→ **PROVIDED RECORDS**
--- --- ---

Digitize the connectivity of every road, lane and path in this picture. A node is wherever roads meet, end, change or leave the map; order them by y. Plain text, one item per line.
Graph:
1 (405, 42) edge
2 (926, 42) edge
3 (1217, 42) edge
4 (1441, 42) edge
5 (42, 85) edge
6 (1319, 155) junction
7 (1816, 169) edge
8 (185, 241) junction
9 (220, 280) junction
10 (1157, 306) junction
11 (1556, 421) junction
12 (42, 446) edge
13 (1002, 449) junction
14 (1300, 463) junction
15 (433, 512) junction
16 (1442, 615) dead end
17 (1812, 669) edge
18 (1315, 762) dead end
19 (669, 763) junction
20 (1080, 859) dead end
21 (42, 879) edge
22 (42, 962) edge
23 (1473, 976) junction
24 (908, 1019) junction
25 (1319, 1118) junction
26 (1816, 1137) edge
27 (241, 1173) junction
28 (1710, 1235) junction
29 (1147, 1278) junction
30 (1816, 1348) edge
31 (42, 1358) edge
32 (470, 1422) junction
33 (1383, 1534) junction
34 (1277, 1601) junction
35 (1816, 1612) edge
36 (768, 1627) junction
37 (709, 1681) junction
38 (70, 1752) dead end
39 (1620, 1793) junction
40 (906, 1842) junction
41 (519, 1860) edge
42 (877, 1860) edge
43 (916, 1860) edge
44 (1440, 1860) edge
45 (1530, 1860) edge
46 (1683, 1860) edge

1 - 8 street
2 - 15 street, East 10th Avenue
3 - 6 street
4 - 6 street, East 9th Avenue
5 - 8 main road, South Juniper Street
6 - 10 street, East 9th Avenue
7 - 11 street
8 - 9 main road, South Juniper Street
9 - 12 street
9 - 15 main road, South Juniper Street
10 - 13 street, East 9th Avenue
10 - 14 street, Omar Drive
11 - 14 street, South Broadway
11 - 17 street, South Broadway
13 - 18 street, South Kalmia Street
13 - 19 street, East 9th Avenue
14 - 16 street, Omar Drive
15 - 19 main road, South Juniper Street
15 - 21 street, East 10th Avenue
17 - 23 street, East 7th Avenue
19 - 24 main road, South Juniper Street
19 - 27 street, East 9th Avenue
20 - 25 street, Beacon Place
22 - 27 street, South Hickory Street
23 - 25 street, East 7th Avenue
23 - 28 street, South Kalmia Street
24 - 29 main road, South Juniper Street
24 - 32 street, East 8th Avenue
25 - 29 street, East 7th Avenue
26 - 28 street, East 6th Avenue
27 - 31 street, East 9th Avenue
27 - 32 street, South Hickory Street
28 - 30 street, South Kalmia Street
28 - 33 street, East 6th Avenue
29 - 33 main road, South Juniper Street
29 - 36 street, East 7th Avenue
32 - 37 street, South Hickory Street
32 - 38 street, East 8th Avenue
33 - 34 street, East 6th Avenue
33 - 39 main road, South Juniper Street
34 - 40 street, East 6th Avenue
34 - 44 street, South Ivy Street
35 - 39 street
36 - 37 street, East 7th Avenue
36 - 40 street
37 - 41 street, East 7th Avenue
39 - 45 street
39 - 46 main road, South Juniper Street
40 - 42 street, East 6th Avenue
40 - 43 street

--- --- ---

→ **BRIEF**
The records above must be output exactly, in full.

→ **TASK OUTPUT**
Digitize the connectivity of every road, lane and path in this picture. A node is wherever roads meet, end, change or leave the map; order them by y. Plain text, one item per line.
Graph:
1 (405, 42) edge
2 (926, 42) edge
3 (1217, 42) edge
4 (1441, 42) edge
5 (42, 85) edge
6 (1319, 155) junction
7 (1816, 169) edge
8 (185, 241) junction
9 (220, 280) junction
10 (1157, 306) junction
11 (1556, 421) junction
12 (42, 446) edge
13 (1002, 449) junction
14 (1300, 463) junction
15 (433, 512) junction
16 (1442, 615) dead end
17 (1812, 669) edge
18 (1315, 762) dead end
19 (669, 763) junction
20 (1080, 859) dead end
21 (42, 879) edge
22 (42, 962) edge
23 (1473, 976) junction
24 (908, 1019) junction
25 (1319, 1118) junction
26 (1816, 1137) edge
27 (241, 1173) junction
28 (1710, 1235) junction
29 (1147, 1278) junction
30 (1816, 1348) edge
31 (42, 1358) edge
32 (470, 1422) junction
33 (1383, 1534) junction
34 (1277, 1601) junction
35 (1816, 1612) edge
36 (768, 1627) junction
37 (709, 1681) junction
38 (70, 1752) dead end
39 (1620, 1793) junction
40 (906, 1842) junction
41 (519, 1860) edge
42 (877, 1860) edge
43 (916, 1860) edge
44 (1440, 1860) edge
45 (1530, 1860) edge
46 (1683, 1860) edge

1 - 8 street
2 - 15 street, East 10th Avenue
3 - 6 street
4 - 6 street, East 9th Avenue
5 - 8 main road, South Juniper Street
6 - 10 street, East 9th Avenue
7 - 11 street
8 - 9 main road, South Juniper Street
9 - 12 street
9 - 15 main road, South Juniper Street
10 - 13 street, East 9th Avenue
10 - 14 street, Omar Drive
11 - 14 street, South Broadway
11 - 17 street, South Broadway
13 - 18 street, South Kalmia Street
13 - 19 street, East 9th Avenue
14 - 16 street, Omar Drive
15 - 19 main road, South Juniper Street
15 - 21 street, East 10th Avenue
17 - 23 street, East 7th Avenue
19 - 24 main road, South Juniper Street
19 - 27 street, East 9th Avenue
20 - 25 street, Beacon Place
22 - 27 street, South Hickory Street
23 - 25 street, East 7th Avenue
23 - 28 street, South Kalmia Street
24 - 29 main road, South Juniper Street
24 - 32 street, East 8th Avenue
25 - 29 street, East 7th Avenue
26 - 28 street, East 6th Avenue
27 - 31 street, East 9th Avenue
27 - 32 street, South Hickory Street
28 - 30 street, South Kalmia Street
28 - 33 street, East 6th Avenue
29 - 33 main road, South Juniper Street
29 - 36 street, East 7th Avenue
32 - 37 street, South Hickory Street
32 - 38 street, East 8th Avenue
33 - 34 street, East 6th Avenue
33 - 39 main road, South Juniper Street
34 - 40 street, East 6th Avenue
34 - 44 street, South Ivy Street
35 - 39 street
36 - 37 street, East 7th Avenue
36 - 40 street
37 - 41 street, East 7th Avenue
39 - 45 street
39 - 46 main road, South Juniper Street
40 - 42 street, East 6th Avenue
40 - 43 street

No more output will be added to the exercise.